WHAT IS EXPECTED: Every line below that holds the string "Wells" must be copied.

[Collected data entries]
BEGIN

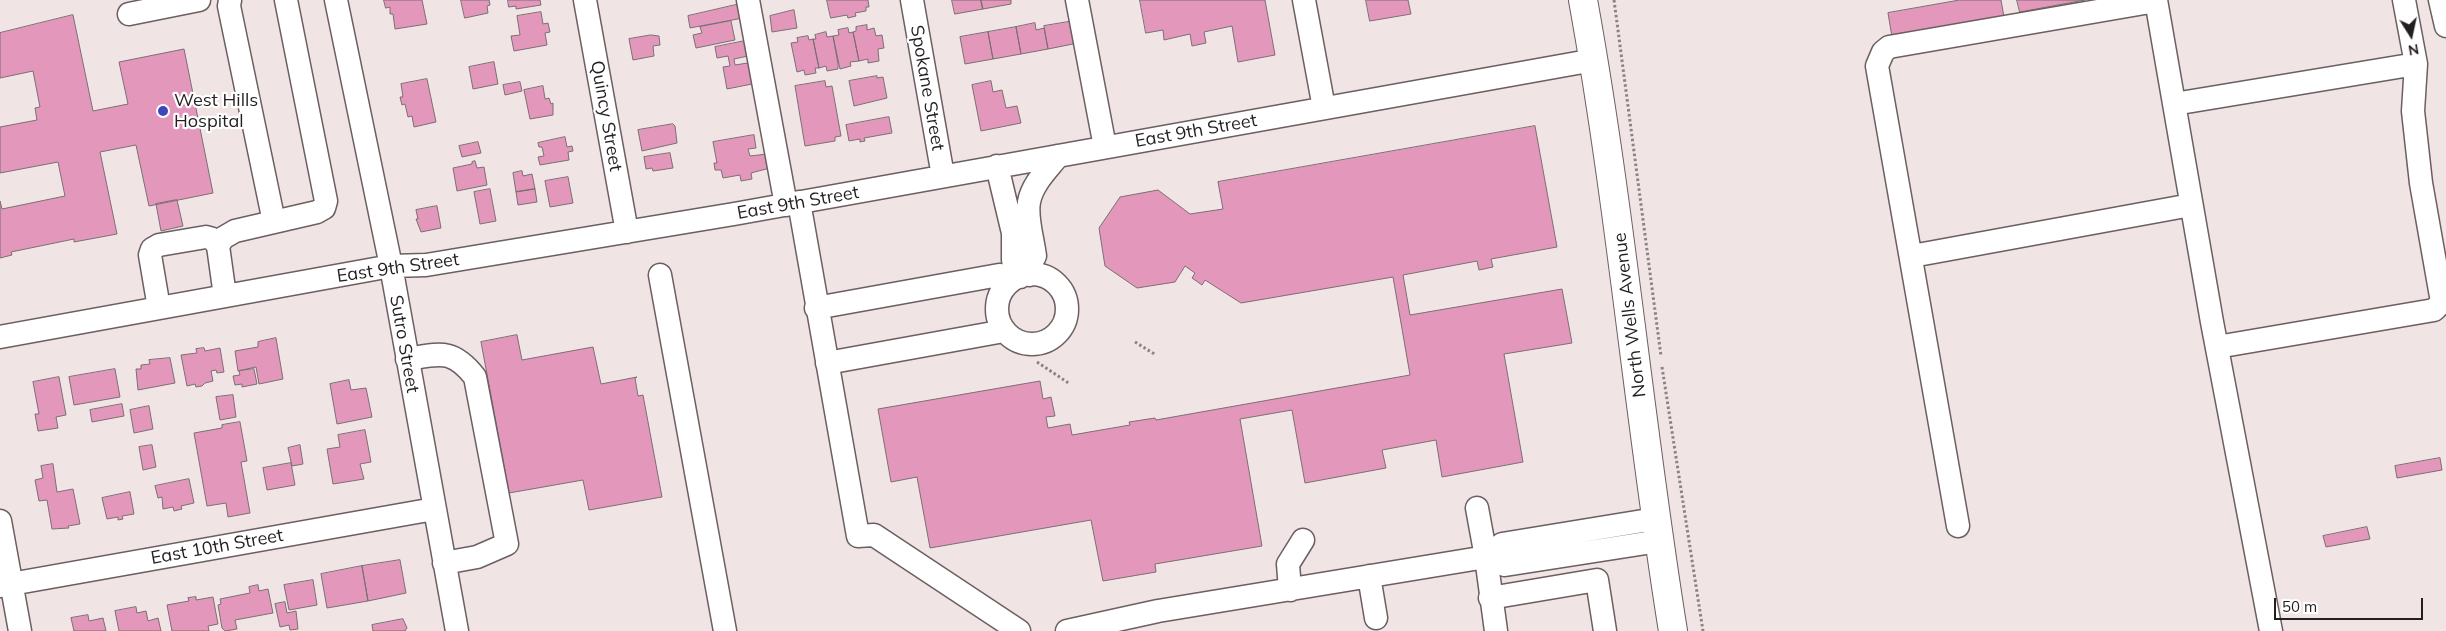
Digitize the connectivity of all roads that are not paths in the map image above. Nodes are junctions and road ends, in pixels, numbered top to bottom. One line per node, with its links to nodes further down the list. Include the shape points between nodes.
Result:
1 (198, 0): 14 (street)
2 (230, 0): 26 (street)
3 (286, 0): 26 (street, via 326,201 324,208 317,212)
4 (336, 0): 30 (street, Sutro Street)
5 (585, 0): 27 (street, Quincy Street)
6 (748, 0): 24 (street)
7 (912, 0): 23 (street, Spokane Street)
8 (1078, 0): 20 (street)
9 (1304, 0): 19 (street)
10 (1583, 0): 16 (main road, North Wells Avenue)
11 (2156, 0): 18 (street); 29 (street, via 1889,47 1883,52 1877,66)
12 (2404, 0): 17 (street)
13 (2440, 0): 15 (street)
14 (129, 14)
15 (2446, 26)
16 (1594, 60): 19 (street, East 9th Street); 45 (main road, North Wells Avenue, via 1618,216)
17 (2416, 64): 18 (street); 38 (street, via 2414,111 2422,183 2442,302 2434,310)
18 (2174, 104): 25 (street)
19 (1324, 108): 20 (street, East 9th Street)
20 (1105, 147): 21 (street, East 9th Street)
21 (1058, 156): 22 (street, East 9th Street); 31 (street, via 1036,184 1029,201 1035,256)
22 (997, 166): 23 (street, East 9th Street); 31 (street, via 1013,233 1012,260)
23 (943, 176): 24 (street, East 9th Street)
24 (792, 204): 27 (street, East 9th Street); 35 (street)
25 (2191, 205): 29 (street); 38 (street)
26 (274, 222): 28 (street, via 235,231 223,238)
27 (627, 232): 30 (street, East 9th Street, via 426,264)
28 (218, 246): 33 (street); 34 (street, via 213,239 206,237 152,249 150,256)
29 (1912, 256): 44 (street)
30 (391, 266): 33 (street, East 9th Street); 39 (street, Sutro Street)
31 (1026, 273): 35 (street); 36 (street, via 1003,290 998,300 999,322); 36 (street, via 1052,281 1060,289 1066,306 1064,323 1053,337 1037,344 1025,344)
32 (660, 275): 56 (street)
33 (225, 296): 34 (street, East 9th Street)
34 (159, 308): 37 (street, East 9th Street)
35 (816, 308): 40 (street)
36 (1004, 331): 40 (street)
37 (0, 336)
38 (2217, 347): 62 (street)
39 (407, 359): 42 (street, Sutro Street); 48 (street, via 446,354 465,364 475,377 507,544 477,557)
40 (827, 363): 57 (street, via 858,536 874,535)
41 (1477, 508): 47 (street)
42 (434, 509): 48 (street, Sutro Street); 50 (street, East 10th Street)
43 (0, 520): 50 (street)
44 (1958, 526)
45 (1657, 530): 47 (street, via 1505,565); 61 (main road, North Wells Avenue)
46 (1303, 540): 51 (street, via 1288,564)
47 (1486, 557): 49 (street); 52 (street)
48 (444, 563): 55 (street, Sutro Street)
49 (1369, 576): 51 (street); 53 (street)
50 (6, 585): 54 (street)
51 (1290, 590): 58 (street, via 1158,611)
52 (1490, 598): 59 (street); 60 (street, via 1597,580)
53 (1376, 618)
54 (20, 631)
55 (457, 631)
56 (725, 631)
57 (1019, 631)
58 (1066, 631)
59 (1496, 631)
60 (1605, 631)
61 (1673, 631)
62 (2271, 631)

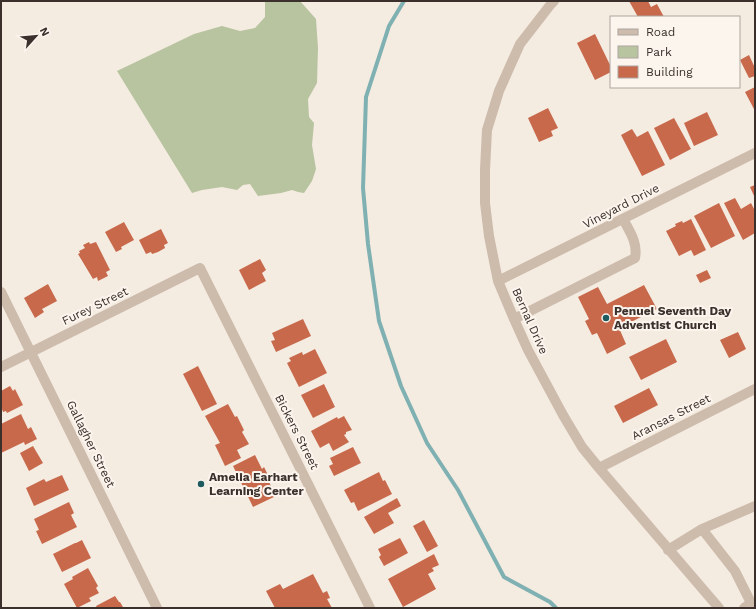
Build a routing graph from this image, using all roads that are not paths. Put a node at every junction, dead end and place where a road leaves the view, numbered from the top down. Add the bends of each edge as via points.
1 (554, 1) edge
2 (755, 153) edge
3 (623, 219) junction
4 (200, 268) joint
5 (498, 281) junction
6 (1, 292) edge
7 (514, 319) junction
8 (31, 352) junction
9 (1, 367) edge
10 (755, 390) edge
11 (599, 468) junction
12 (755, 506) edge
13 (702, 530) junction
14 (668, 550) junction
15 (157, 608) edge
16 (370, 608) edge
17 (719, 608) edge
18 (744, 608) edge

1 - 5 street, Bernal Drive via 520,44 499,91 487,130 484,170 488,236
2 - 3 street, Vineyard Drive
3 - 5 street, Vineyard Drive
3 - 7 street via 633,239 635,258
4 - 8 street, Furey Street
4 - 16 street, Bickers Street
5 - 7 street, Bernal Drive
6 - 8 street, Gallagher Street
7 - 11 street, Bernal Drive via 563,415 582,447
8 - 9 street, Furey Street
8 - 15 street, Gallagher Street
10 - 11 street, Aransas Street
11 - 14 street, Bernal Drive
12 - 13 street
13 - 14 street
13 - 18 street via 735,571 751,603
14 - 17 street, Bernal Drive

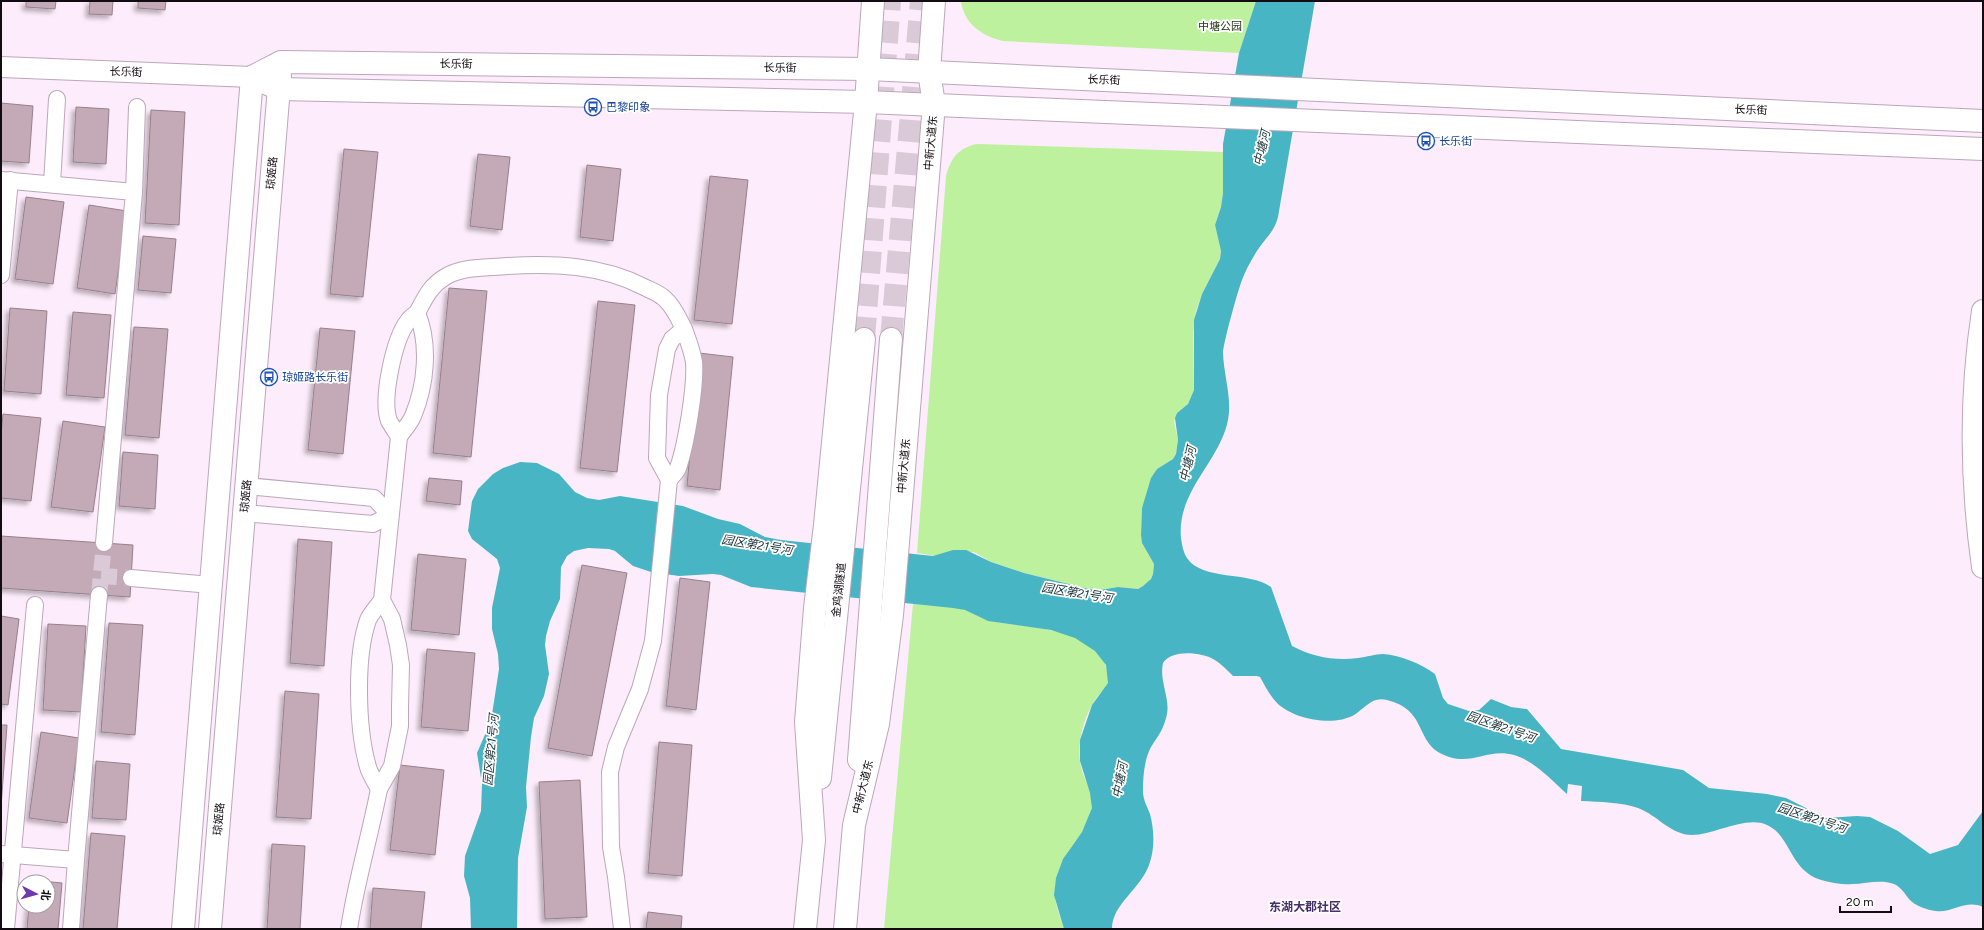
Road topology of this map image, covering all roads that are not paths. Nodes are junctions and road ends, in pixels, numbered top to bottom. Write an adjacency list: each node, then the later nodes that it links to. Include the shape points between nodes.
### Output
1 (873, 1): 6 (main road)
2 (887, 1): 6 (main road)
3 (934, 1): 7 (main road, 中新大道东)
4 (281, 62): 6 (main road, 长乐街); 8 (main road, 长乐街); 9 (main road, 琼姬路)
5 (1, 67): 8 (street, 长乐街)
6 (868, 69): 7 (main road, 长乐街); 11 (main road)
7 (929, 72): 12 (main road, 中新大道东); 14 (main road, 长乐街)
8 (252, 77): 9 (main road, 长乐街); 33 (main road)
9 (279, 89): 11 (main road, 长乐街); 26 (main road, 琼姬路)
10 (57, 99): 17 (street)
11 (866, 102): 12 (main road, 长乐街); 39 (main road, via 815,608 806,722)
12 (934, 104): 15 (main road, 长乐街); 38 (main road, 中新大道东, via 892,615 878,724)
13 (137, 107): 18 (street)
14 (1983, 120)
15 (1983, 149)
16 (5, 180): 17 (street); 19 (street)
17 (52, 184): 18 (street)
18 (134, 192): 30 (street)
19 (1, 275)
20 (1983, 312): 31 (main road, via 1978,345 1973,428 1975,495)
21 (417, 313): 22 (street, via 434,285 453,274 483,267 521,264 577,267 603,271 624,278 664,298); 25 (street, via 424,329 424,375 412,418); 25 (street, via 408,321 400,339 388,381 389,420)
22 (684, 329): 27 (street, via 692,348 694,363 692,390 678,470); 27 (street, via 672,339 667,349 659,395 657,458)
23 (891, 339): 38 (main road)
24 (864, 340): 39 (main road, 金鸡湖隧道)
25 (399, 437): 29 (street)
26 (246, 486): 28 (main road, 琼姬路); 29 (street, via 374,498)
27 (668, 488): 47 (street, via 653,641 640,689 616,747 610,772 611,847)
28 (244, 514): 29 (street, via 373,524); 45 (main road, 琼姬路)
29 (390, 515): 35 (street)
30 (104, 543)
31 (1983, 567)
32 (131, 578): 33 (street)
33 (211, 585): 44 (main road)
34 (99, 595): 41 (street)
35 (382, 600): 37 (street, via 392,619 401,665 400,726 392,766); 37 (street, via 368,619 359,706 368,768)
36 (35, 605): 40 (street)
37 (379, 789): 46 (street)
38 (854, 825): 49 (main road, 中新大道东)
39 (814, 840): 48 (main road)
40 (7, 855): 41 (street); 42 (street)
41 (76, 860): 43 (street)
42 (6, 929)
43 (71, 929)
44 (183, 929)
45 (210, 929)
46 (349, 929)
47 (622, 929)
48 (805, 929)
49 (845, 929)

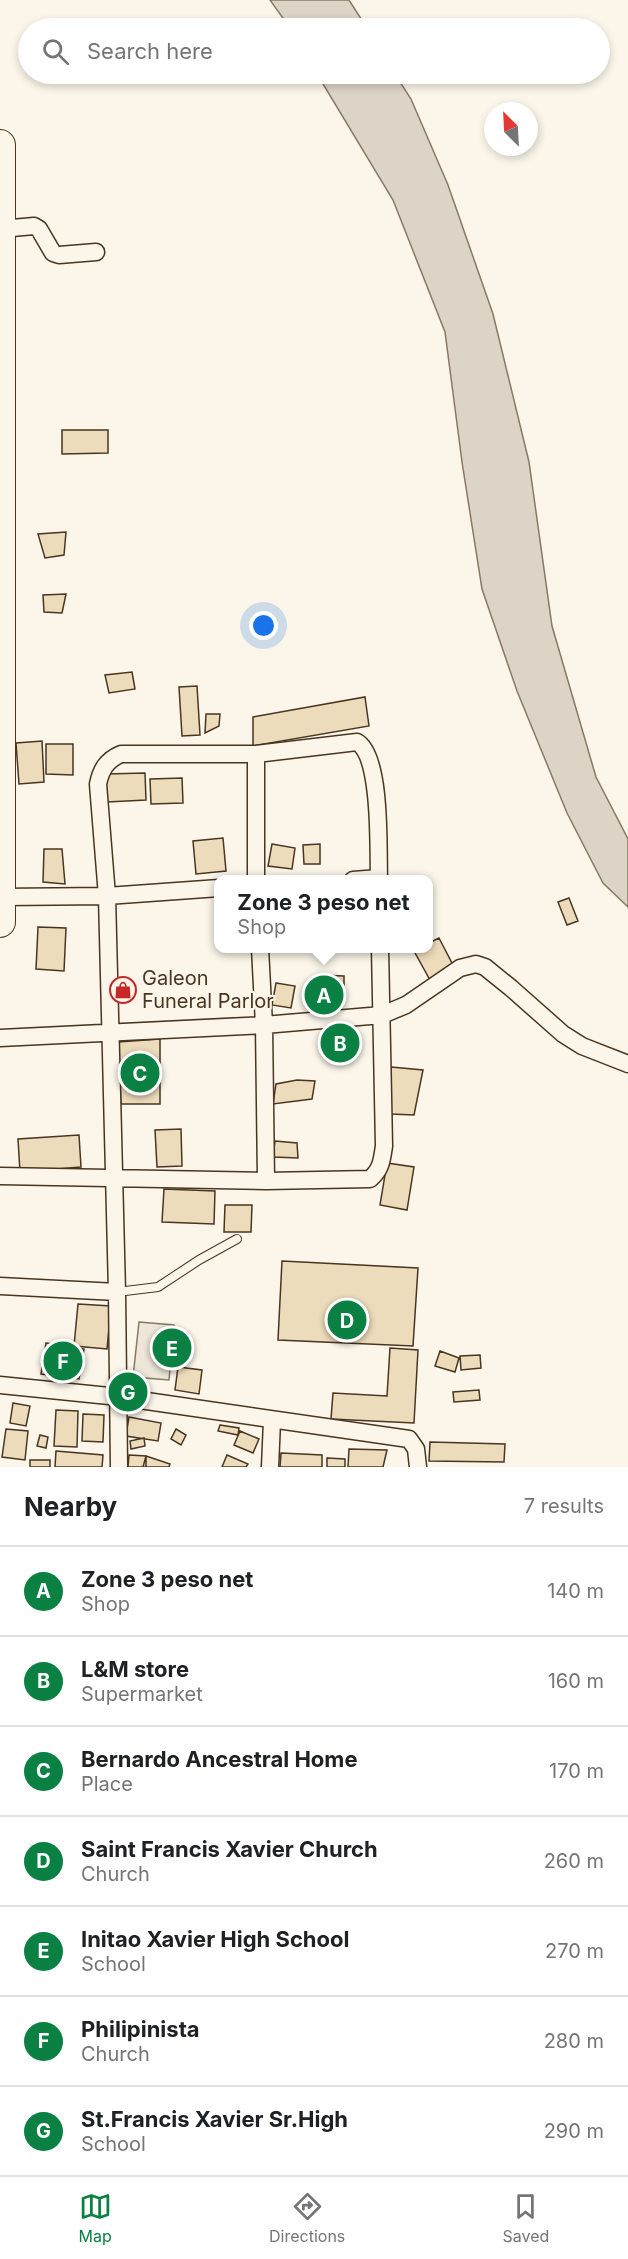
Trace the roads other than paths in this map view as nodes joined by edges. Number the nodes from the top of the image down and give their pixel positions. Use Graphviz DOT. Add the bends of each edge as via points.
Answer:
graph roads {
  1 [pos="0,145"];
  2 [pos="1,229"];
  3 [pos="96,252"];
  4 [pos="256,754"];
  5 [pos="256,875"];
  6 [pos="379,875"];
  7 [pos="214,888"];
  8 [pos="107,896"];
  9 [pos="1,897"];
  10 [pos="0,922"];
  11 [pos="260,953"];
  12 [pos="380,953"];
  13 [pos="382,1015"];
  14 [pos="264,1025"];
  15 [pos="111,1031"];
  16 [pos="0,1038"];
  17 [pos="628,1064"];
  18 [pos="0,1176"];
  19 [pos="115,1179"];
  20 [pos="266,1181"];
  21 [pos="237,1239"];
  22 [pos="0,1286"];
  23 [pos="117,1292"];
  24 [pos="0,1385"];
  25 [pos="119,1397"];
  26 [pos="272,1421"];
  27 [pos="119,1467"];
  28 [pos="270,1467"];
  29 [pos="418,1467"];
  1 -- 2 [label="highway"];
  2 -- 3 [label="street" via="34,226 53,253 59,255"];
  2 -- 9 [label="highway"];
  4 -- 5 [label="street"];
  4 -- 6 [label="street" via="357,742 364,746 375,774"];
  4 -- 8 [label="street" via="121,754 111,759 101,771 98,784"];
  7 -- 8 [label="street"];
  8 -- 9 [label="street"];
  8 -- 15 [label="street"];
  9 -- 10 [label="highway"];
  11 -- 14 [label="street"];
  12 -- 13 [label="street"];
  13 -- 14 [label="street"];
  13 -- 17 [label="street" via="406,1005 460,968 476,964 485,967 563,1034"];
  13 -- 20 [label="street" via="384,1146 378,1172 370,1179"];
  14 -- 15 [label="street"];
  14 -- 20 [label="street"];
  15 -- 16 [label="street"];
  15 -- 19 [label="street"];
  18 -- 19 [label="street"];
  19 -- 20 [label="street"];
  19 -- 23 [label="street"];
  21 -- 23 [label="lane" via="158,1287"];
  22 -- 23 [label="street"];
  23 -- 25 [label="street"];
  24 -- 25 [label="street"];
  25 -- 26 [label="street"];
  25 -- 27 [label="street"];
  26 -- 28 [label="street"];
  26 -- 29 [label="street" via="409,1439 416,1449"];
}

END

EXERCISE OUTPUT:
10 (1583, 0): 16 (main road, North Wells Avenue)
16 (1594, 60): 19 (street, East 9th Street); 45 (main road, North Wells Avenue, via 1618,216)
45 (1657, 530): 47 (street, via 1505,565); 61 (main road, North Wells Avenue)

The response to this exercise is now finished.